-- Source data follows --

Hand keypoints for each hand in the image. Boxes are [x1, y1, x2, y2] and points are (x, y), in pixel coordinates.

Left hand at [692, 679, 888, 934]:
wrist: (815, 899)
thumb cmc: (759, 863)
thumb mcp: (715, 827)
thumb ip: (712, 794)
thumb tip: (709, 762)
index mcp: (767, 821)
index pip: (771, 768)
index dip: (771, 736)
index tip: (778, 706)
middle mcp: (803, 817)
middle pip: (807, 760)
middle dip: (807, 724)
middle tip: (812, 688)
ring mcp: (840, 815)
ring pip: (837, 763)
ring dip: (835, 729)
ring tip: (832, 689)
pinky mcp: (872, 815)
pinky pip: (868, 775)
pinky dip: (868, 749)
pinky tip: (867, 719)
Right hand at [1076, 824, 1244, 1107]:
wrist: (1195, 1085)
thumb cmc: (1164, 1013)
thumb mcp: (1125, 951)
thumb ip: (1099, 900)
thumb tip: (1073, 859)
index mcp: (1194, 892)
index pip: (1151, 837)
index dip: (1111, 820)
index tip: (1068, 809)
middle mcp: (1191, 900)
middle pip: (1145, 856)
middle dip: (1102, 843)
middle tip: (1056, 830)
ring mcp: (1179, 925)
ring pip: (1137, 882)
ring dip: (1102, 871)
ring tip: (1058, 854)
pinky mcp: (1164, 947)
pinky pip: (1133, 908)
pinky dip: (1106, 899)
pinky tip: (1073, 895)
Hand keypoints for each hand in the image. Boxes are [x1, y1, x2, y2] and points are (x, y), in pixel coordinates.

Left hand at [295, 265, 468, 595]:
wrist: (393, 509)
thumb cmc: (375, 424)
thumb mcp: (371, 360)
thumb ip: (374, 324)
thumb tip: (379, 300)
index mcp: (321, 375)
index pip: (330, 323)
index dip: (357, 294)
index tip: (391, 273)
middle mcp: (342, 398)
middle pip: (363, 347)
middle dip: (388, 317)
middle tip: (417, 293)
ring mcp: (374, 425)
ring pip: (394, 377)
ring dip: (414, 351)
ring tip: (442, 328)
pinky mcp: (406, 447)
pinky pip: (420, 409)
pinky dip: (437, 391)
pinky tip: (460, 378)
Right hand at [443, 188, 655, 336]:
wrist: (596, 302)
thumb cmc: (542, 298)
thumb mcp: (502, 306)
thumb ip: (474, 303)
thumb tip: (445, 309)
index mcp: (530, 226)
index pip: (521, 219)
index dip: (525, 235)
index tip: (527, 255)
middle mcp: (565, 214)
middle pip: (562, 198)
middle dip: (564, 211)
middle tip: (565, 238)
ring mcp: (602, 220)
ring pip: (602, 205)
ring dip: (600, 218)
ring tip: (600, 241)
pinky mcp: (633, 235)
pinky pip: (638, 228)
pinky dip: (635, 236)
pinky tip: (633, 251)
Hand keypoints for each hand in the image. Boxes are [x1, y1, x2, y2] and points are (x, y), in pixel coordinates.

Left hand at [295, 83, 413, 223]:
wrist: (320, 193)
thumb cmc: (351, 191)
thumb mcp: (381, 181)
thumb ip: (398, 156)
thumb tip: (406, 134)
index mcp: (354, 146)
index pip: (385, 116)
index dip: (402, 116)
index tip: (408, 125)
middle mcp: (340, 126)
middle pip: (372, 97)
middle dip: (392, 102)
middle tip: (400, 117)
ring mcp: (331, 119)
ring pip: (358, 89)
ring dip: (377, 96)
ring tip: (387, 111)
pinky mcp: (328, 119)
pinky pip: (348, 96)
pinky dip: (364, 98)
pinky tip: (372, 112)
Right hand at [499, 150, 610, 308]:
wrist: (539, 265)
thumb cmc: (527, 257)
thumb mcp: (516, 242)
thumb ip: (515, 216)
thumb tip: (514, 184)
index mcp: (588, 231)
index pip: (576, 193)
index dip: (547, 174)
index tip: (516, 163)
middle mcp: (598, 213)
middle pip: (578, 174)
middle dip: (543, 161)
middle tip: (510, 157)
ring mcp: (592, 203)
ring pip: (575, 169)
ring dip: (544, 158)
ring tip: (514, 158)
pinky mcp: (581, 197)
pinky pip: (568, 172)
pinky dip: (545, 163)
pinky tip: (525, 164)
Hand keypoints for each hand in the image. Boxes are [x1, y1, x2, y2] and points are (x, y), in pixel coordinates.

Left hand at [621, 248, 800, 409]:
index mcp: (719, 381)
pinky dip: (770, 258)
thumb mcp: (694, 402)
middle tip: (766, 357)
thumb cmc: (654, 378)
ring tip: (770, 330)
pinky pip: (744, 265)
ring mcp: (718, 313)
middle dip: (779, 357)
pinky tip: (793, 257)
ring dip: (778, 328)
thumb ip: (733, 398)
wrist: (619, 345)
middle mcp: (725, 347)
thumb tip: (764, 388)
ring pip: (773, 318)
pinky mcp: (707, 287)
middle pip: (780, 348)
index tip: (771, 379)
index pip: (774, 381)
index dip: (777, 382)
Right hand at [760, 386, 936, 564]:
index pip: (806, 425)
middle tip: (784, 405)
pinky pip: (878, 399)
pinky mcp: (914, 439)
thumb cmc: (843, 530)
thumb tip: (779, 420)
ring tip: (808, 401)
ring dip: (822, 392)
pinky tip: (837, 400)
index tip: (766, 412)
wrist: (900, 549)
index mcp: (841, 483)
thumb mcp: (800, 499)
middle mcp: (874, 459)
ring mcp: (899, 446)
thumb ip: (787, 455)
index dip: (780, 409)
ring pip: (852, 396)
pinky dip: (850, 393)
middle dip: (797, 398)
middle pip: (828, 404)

-- Source data concluded --

■ Your assignment
Retype the data. Keep every word as it stands.

■ Result of this task
Hand keypoints for each hand in the image. Boxes are [x1, y1, x2, y2] and points are (x, y), in pixel coordinates.

Left hand at [692, 679, 888, 934]:
wrist: (815, 899)
thumb cmc: (759, 863)
thumb mcp: (715, 827)
thumb ip: (712, 794)
thumb tip: (709, 762)
index mcp: (767, 821)
index pip: (771, 768)
index dip: (771, 736)
index tip: (778, 706)
middle mcp: (803, 817)
middle pip: (807, 760)
middle dip: (807, 724)
middle tip: (812, 688)
ring mcp: (840, 815)
ring pip: (837, 763)
ring dip: (835, 729)
ring tip: (832, 689)
pinky mcp: (872, 815)
pinky pip: (868, 775)
pinky dip: (868, 749)
pinky tip: (867, 719)
Right hand at [1076, 824, 1244, 1107]:
wrist: (1195, 1085)
thumb cmc: (1164, 1013)
thumb mcp: (1125, 951)
thumb ip: (1099, 900)
thumb tip: (1073, 859)
index mcp: (1194, 892)
index pip: (1151, 837)
index dip: (1111, 820)
index tip: (1068, 809)
middle mcp: (1191, 900)
middle pip: (1145, 856)
middle dip: (1102, 843)
middle tip: (1056, 830)
ring mcp: (1179, 925)
ring pip: (1137, 882)
ring dip: (1102, 871)
ring tip: (1058, 854)
pinky mcp: (1164, 947)
pinky pip: (1133, 908)
pinky dip: (1106, 899)
pinky tip: (1073, 895)
Hand keypoints for each hand in the image. Boxes are [x1, y1, x2, y2] and points are (x, y), in pixel coordinates.

Left hand at [295, 265, 468, 595]:
wrist: (393, 509)
thumb cmc: (375, 424)
thumb mcp: (371, 360)
thumb ip: (374, 324)
thumb tip: (379, 300)
index mcp: (321, 375)
index pip: (330, 323)
index dip: (357, 294)
index tip: (391, 273)
middle mcp: (342, 398)
middle pip: (363, 347)
middle dip: (388, 317)
middle tip: (417, 293)
ring mcp: (374, 425)
ring pip: (394, 377)
ring dip: (414, 351)
ring tip: (442, 328)
pinky mcp: (406, 447)
pinky pip: (420, 409)
pinky dip: (437, 391)
pinky tip: (460, 378)
Right hand at [443, 188, 655, 336]:
wrist: (596, 302)
thumb cmc: (542, 298)
thumb mcp: (502, 306)
thumb ip: (474, 303)
thumb tip: (445, 309)
index mcp: (530, 226)
index pip: (521, 219)
index dip: (525, 235)
index tip: (527, 255)
middle mcp: (565, 214)
middle pip: (562, 198)
middle dip: (564, 211)
middle tip: (565, 238)
ring mcp: (602, 220)
ring pip: (602, 205)
ring dip: (600, 218)
ring tip: (600, 241)
pinky mcp: (633, 235)
pinky pip: (638, 228)
pinky dip: (635, 236)
pinky tip: (633, 251)
Hand keypoints for each hand in the image. Boxes are [x1, y1, x2, y2] and points are (x, y), in pixel coordinates.

Left hand at [295, 83, 413, 223]:
wrist: (320, 193)
thumb cmc: (351, 191)
thumb mcp: (381, 181)
thumb ip: (398, 156)
thumb tip: (406, 134)
index mcp: (354, 146)
index pip: (385, 116)
index dip: (402, 116)
index tip: (408, 125)
middle mcp: (340, 126)
middle pip: (372, 97)
middle dip: (392, 102)
middle tip: (400, 117)
ring mcp: (331, 119)
ring pip: (358, 89)
ring dip: (377, 96)
ring tip: (387, 111)
pinky mcp: (328, 119)
pinky pip: (348, 96)
pinky dip: (364, 98)
pinky tip: (372, 112)
Right hand at [499, 150, 610, 308]:
wrist: (539, 265)
thumb cmc: (527, 257)
thumb mcp: (516, 242)
thumb ip: (515, 216)
thumb tip: (514, 184)
index mcp: (588, 231)
index pip: (576, 193)
index dip: (547, 174)
index tip: (516, 163)
middle mcp: (598, 213)
middle pip: (578, 174)
middle dip: (543, 161)
middle tip: (510, 157)
ring mcp: (592, 203)
ring pip: (575, 169)
ring dip: (544, 158)
ring tip: (514, 158)
pinky mcp: (581, 197)
pinky pip: (568, 172)
pinky dip: (545, 163)
pinky tip: (525, 164)
Hand keypoints for each hand in the image. Boxes are [x1, y1, x2, y2] and points are (x, y), in pixel coordinates.

Left hand at [621, 248, 800, 409]:
index mcp: (719, 381)
pinky dip: (770, 258)
thumb mcp: (694, 402)
middle tip: (766, 357)
thumb cmc: (654, 378)
ring tip: (770, 330)
pinky pip: (744, 265)
ring mcp: (718, 313)
middle dip: (779, 357)
pinky tip: (793, 257)
ring dip: (778, 328)
thumb ip: (733, 398)
wrist: (619, 345)
middle mcp: (725, 347)
thumb tip: (764, 388)
ring pip: (773, 318)
pinky mcp: (707, 287)
middle pip: (780, 348)
index tip: (771, 379)
index pip: (774, 381)
index dip: (777, 382)
Right hand at [760, 386, 936, 564]:
index pip: (806, 425)
middle tip: (784, 405)
pinky pip: (878, 399)
pinky mcp: (914, 439)
thumb cmc: (843, 530)
thumb tip: (779, 420)
ring tip: (808, 401)
ring dip: (822, 392)
pinky tip: (837, 400)
index tip: (766, 412)
wrist: (900, 549)
index mcp: (841, 483)
thumb mcp: (800, 499)
middle mcp: (874, 459)
ring mcp: (899, 446)
thumb ip: (787, 455)
index dip: (780, 409)
ring pip: (852, 396)
pinky dip: (850, 393)
middle dip: (797, 398)
middle pip: (828, 404)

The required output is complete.